Records from a data source:

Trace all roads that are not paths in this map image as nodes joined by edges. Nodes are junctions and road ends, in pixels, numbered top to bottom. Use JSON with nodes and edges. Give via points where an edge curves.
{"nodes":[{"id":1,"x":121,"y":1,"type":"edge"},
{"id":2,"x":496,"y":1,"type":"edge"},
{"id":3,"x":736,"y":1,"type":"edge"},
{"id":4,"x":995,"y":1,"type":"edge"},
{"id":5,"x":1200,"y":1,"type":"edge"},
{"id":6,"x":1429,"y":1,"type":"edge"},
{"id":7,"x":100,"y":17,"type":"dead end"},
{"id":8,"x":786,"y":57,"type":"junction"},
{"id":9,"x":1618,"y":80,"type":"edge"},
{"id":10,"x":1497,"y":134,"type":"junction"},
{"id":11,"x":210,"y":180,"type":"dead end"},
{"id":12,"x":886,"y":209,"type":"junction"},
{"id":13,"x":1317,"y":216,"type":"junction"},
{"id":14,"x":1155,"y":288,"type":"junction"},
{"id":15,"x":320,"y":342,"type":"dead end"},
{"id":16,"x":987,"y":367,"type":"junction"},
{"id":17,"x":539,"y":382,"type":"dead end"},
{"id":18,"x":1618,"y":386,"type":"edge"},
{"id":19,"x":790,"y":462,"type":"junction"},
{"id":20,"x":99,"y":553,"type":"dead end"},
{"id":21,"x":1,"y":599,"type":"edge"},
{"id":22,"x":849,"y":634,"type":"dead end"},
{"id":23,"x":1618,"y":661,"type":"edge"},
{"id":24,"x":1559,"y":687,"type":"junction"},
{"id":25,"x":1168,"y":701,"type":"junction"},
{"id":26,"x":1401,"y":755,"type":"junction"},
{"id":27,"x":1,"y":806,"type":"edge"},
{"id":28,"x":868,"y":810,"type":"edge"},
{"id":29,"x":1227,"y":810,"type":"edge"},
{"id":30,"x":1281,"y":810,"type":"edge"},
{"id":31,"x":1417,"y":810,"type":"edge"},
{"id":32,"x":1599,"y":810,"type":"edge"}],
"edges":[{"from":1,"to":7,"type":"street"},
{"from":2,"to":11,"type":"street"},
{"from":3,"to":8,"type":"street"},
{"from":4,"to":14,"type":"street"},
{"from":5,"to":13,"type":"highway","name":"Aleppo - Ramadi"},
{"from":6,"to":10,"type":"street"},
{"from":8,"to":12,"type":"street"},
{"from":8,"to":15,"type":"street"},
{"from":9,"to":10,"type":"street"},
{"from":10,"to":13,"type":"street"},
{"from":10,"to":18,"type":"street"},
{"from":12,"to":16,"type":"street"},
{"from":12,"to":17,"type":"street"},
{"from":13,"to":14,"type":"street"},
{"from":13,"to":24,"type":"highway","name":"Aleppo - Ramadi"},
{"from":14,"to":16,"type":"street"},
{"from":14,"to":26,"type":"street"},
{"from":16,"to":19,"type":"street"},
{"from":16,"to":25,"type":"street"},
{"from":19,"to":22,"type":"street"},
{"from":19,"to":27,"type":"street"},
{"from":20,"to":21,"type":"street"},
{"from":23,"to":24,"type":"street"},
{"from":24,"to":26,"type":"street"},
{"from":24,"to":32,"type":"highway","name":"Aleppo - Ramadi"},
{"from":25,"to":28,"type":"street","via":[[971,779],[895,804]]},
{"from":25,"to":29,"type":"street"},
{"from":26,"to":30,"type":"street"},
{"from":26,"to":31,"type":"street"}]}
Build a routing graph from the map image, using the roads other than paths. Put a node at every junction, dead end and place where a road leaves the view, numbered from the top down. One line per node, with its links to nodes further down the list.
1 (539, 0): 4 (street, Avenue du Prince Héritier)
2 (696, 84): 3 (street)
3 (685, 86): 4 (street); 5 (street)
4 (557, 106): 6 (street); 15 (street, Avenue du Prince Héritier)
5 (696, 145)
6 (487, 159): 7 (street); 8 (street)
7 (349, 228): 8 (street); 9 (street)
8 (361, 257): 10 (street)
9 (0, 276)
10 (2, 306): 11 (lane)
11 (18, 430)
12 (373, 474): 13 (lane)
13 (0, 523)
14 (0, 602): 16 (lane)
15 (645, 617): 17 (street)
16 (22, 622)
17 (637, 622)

## Your task
In the answer, each line of the data must appear exactly as written.

## Output of the exercise
Trace all roads that are not paths in this map image as nodes joined by edges. Nodes are junctions and road ends, in pixels, numbered top to bottom. Use JSON with nodes and edges. Give via points where an edge curves.
{"nodes":[{"id":1,"x":121,"y":1,"type":"edge"},
{"id":2,"x":496,"y":1,"type":"edge"},
{"id":3,"x":736,"y":1,"type":"edge"},
{"id":4,"x":995,"y":1,"type":"edge"},
{"id":5,"x":1200,"y":1,"type":"edge"},
{"id":6,"x":1429,"y":1,"type":"edge"},
{"id":7,"x":100,"y":17,"type":"dead end"},
{"id":8,"x":786,"y":57,"type":"junction"},
{"id":9,"x":1618,"y":80,"type":"edge"},
{"id":10,"x":1497,"y":134,"type":"junction"},
{"id":11,"x":210,"y":180,"type":"dead end"},
{"id":12,"x":886,"y":209,"type":"junction"},
{"id":13,"x":1317,"y":216,"type":"junction"},
{"id":14,"x":1155,"y":288,"type":"junction"},
{"id":15,"x":320,"y":342,"type":"dead end"},
{"id":16,"x":987,"y":367,"type":"junction"},
{"id":17,"x":539,"y":382,"type":"dead end"},
{"id":18,"x":1618,"y":386,"type":"edge"},
{"id":19,"x":790,"y":462,"type":"junction"},
{"id":20,"x":99,"y":553,"type":"dead end"},
{"id":21,"x":1,"y":599,"type":"edge"},
{"id":22,"x":849,"y":634,"type":"dead end"},
{"id":23,"x":1618,"y":661,"type":"edge"},
{"id":24,"x":1559,"y":687,"type":"junction"},
{"id":25,"x":1168,"y":701,"type":"junction"},
{"id":26,"x":1401,"y":755,"type":"junction"},
{"id":27,"x":1,"y":806,"type":"edge"},
{"id":28,"x":868,"y":810,"type":"edge"},
{"id":29,"x":1227,"y":810,"type":"edge"},
{"id":30,"x":1281,"y":810,"type":"edge"},
{"id":31,"x":1417,"y":810,"type":"edge"},
{"id":32,"x":1599,"y":810,"type":"edge"}],
"edges":[{"from":1,"to":7,"type":"street"},
{"from":2,"to":11,"type":"street"},
{"from":3,"to":8,"type":"street"},
{"from":4,"to":14,"type":"street"},
{"from":5,"to":13,"type":"highway","name":"Aleppo - Ramadi"},
{"from":6,"to":10,"type":"street"},
{"from":8,"to":12,"type":"street"},
{"from":8,"to":15,"type":"street"},
{"from":9,"to":10,"type":"street"},
{"from":10,"to":13,"type":"street"},
{"from":10,"to":18,"type":"street"},
{"from":12,"to":16,"type":"street"},
{"from":12,"to":17,"type":"street"},
{"from":13,"to":14,"type":"street"},
{"from":13,"to":24,"type":"highway","name":"Aleppo - Ramadi"},
{"from":14,"to":16,"type":"street"},
{"from":14,"to":26,"type":"street"},
{"from":16,"to":19,"type":"street"},
{"from":16,"to":25,"type":"street"},
{"from":19,"to":22,"type":"street"},
{"from":19,"to":27,"type":"street"},
{"from":20,"to":21,"type":"street"},
{"from":23,"to":24,"type":"street"},
{"from":24,"to":26,"type":"street"},
{"from":24,"to":32,"type":"highway","name":"Aleppo - Ramadi"},
{"from":25,"to":28,"type":"street","via":[[971,779],[895,804]]},
{"from":25,"to":29,"type":"street"},
{"from":26,"to":30,"type":"street"},
{"from":26,"to":31,"type":"street"}]}
Build a routing graph from the map image, using the roads other than paths. Put a node at every junction, dead end and place where a road leaves the view, numbered from the top down. One line per node, with its links to nodes further down the list.
1 (539, 0): 4 (street, Avenue du Prince Héritier)
2 (696, 84): 3 (street)
3 (685, 86): 4 (street); 5 (street)
4 (557, 106): 6 (street); 15 (street, Avenue du Prince Héritier)
5 (696, 145)
6 (487, 159): 7 (street); 8 (street)
7 (349, 228): 8 (street); 9 (street)
8 (361, 257): 10 (street)
9 (0, 276)
10 (2, 306): 11 (lane)
11 (18, 430)
12 (373, 474): 13 (lane)
13 (0, 523)
14 (0, 602): 16 (lane)
15 (645, 617): 17 (street)
16 (22, 622)
17 (637, 622)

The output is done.